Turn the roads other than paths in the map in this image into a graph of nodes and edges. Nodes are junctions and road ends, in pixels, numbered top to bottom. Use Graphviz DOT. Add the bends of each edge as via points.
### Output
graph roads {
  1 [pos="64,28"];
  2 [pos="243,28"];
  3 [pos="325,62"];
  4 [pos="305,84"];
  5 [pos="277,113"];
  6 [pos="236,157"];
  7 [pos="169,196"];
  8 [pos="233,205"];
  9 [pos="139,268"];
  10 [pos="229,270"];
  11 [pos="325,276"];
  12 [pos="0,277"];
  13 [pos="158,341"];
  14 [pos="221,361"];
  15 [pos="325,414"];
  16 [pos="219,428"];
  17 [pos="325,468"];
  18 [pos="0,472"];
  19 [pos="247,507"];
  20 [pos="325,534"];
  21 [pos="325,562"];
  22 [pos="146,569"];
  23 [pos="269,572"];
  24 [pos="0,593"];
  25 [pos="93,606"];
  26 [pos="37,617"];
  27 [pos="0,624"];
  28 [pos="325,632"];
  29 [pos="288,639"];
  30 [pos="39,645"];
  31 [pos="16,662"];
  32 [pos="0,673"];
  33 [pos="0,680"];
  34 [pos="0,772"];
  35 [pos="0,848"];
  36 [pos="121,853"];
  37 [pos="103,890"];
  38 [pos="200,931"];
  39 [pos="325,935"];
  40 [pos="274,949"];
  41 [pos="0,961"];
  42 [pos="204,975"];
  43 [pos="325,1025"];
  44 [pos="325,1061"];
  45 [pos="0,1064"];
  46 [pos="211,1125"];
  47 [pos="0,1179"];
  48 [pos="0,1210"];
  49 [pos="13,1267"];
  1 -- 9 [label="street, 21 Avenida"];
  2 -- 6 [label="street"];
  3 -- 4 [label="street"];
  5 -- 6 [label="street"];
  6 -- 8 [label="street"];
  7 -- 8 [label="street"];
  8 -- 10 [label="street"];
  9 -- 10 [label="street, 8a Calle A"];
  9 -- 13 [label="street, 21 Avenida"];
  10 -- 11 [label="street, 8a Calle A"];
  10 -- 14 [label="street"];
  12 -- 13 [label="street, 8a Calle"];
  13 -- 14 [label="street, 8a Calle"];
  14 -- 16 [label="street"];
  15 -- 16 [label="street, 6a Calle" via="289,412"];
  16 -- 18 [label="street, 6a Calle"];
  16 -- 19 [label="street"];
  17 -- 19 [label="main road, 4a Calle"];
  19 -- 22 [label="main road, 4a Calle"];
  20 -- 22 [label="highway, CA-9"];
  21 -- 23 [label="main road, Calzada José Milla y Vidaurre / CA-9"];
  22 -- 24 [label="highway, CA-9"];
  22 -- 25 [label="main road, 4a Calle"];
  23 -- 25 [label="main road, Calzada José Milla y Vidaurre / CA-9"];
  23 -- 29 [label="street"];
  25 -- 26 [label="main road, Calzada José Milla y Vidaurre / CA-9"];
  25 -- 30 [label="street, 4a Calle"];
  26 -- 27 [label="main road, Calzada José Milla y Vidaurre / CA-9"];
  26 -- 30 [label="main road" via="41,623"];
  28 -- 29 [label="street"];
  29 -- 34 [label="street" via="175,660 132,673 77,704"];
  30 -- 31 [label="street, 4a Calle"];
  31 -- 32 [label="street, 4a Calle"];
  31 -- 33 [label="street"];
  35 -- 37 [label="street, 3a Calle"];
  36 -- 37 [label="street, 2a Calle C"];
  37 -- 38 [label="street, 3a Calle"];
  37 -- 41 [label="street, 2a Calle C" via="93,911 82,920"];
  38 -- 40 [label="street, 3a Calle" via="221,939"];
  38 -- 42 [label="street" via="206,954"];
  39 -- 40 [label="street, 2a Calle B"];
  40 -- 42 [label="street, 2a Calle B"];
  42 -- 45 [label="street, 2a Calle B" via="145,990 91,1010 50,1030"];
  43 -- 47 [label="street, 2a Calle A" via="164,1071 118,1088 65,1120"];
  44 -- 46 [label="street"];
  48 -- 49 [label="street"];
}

◆ ◆ ◆ ◆ ◆

# TASK GOAL
Within the entries above, find every line where the string "Vidaurre" occurs, and copy it.

# TASK OUTPUT
  21 -- 23 [label="main road, Calzada José Milla y Vidaurre / CA-9"];
  23 -- 25 [label="main road, Calzada José Milla y Vidaurre / CA-9"];
  25 -- 26 [label="main road, Calzada José Milla y Vidaurre / CA-9"];
  26 -- 27 [label="main road, Calzada José Milla y Vidaurre / CA-9"];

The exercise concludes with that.